Virginia’s congressional delegation, along with Gov. Glenn Youngkin, said on Monday that they have sent a letter to the FBI and the General Services Administration, arguing that the Commonwealth remains the best location.
The letter comes in the wake of the recent GSA announcement that it had altered the weighting of various criteria, as a new site is considered for the FBI, which is now based in D.C.
The letter argues that even with the changes, Springfield, Virginia, remains the top choice for the new headquarters.
Supporters of the Maryland choices — Landover and Greenbelt — have indicated they believe the new criteria weighting helps their case.
But Virginia officials pushed back on that narrative in their letter.

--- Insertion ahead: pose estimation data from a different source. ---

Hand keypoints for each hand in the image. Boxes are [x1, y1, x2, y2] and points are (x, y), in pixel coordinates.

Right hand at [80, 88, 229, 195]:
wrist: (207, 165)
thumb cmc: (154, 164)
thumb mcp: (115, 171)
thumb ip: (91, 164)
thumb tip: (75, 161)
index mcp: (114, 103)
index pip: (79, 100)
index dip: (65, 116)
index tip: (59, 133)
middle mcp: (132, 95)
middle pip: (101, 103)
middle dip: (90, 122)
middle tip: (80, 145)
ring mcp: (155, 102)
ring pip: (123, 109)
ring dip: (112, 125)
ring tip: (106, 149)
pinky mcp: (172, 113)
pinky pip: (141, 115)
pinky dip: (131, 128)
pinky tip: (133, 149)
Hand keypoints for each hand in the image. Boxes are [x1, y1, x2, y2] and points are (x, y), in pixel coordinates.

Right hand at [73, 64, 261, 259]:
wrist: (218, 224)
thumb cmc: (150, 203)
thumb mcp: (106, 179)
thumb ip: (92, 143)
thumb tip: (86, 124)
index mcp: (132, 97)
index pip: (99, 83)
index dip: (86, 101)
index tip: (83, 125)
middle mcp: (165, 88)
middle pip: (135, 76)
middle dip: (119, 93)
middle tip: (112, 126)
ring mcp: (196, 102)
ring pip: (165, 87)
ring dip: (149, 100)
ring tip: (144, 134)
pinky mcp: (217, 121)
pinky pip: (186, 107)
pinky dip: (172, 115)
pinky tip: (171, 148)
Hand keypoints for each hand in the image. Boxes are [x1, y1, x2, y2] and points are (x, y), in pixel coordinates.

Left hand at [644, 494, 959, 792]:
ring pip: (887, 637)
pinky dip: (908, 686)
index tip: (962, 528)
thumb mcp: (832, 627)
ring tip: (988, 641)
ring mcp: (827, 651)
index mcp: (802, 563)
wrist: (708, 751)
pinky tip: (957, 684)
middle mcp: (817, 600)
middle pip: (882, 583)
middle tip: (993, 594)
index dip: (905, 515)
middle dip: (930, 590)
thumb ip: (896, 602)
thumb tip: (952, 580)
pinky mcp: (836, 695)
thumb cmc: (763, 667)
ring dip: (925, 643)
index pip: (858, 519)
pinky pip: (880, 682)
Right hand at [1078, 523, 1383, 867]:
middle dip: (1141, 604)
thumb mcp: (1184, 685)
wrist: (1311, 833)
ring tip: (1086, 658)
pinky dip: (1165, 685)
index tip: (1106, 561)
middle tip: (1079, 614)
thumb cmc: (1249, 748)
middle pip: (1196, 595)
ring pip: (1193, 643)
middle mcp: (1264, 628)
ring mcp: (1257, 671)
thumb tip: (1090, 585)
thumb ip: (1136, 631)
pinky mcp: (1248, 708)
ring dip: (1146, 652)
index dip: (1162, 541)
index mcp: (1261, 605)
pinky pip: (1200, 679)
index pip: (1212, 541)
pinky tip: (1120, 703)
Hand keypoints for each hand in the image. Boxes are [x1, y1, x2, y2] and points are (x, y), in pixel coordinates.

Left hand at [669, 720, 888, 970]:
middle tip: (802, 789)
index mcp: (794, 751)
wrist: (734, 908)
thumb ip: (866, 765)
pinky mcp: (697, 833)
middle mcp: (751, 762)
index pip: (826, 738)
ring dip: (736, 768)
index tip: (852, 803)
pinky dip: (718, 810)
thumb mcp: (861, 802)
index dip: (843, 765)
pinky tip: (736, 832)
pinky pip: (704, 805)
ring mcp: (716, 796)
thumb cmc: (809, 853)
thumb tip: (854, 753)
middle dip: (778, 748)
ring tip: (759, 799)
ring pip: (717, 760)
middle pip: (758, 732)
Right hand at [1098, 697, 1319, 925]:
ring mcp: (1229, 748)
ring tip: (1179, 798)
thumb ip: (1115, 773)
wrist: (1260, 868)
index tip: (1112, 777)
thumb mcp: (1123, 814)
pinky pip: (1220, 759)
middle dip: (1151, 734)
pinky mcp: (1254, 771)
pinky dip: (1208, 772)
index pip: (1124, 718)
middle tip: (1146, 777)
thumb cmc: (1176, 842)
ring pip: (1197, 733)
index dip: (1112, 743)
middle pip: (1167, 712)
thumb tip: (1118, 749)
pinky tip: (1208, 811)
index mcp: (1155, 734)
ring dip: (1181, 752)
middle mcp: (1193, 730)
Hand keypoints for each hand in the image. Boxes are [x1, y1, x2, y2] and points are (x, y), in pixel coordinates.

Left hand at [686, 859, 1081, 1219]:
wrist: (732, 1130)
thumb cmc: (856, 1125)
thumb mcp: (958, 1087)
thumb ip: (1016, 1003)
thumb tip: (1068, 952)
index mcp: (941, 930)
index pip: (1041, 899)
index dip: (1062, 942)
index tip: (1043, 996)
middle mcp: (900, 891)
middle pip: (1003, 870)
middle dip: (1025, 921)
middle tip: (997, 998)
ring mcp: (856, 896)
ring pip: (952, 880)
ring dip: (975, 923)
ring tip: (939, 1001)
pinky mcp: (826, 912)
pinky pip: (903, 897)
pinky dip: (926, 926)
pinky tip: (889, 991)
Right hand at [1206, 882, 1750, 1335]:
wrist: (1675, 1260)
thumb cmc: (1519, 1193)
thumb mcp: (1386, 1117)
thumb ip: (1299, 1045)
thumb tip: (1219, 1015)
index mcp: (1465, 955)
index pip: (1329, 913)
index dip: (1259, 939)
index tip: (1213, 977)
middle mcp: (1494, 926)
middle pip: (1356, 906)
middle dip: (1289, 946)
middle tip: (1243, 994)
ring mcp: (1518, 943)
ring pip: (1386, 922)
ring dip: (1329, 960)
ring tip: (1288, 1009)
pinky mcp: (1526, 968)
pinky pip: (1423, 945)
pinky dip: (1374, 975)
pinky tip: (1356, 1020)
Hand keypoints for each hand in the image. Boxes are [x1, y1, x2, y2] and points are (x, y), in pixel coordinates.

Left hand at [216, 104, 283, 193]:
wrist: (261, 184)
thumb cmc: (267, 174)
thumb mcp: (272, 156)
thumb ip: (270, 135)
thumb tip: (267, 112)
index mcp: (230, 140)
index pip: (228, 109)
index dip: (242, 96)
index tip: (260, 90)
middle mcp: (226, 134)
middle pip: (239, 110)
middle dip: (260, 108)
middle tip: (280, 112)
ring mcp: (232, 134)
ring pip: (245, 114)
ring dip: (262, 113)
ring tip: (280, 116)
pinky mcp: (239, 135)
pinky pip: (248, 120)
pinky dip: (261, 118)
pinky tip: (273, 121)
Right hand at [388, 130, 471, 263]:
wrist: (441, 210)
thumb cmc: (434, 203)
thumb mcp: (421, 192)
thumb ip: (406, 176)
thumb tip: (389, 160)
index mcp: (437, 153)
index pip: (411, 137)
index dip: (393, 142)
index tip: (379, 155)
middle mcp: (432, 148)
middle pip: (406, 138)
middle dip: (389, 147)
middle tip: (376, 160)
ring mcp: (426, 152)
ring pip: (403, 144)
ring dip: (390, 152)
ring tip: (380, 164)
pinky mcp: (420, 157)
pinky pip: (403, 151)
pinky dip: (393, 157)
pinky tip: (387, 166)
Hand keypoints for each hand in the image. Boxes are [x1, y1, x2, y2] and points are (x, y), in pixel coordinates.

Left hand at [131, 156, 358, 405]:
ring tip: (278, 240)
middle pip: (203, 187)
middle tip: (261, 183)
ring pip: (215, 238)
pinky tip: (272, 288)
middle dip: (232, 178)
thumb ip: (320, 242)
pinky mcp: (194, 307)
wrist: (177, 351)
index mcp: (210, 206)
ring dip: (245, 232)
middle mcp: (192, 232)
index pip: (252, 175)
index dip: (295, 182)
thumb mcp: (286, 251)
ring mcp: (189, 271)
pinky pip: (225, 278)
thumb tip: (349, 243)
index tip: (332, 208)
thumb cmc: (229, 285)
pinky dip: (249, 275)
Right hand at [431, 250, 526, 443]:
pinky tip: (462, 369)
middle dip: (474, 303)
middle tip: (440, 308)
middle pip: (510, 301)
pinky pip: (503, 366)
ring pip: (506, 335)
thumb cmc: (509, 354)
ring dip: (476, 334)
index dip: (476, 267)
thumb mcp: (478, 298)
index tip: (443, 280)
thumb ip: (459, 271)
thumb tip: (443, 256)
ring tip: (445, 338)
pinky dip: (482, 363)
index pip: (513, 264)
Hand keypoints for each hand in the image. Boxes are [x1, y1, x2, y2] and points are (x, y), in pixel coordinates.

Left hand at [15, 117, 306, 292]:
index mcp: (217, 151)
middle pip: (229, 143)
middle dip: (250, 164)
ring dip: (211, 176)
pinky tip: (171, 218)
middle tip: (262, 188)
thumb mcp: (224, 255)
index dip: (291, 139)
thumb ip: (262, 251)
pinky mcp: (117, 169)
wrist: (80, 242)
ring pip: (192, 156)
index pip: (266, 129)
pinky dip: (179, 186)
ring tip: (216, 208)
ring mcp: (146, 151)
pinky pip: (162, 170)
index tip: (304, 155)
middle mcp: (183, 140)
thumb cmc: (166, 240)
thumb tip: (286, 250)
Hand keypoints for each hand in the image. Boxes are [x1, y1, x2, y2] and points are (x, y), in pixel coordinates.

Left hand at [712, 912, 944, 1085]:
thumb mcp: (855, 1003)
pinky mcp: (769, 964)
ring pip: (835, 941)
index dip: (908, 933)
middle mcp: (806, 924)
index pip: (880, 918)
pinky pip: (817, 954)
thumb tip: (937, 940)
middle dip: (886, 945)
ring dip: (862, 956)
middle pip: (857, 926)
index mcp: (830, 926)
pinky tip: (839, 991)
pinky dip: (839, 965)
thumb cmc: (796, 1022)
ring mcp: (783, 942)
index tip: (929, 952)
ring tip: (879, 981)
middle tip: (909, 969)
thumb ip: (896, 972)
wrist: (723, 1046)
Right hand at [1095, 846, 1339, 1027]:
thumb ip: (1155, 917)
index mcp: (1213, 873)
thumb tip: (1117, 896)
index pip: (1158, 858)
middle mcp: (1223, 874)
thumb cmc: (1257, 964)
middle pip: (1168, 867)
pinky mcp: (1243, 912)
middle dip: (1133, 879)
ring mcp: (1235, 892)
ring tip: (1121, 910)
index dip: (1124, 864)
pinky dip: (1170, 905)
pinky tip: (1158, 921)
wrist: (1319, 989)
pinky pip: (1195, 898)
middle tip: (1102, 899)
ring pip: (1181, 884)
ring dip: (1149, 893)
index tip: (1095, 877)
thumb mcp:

“Virginia’s proposal for a consolidated FBI headquarters offers a reliable partnership, exceeding the site selection criteria across all categories,” the lawmakers wrote.
In an effort to counter Maryland’s argument that its proposed sites in Landover and Greenbelt would do more to advance social equity, Virginia also released a letter from local leaders, including various ethnic groups and organizations including the Northern Virginia Urban League and Prince William County Branch of the NAACP.
“Choosing Springfield as the new home for the FBI headquarters will help close the gap and provide economic opportunity to historically disadvantaged and underserved communities,” they said.
Maryland lawmakers have been encouraged by the change in the weighting of criteria, which they pushed for, now including greater emphasis on social equity.
They also argued the GSA put too much emphasis on location, which provides an advantage to Virginia, since Springfield is near the FBI Laboratory at Quantico. Location, while still an important factor, is no longer weighted as heavily as it was earlier.
Lawmakers from both states have been intensifying their efforts to lobby for the new FBI site, since the GSA has indicated a decision could come later this year. But the decision could be complicated by other developments involving Congress.
Some House Republicans have proposed withdrawing funding for the relocation of the FBI headquarters, due to various complaints related to FBI investigations.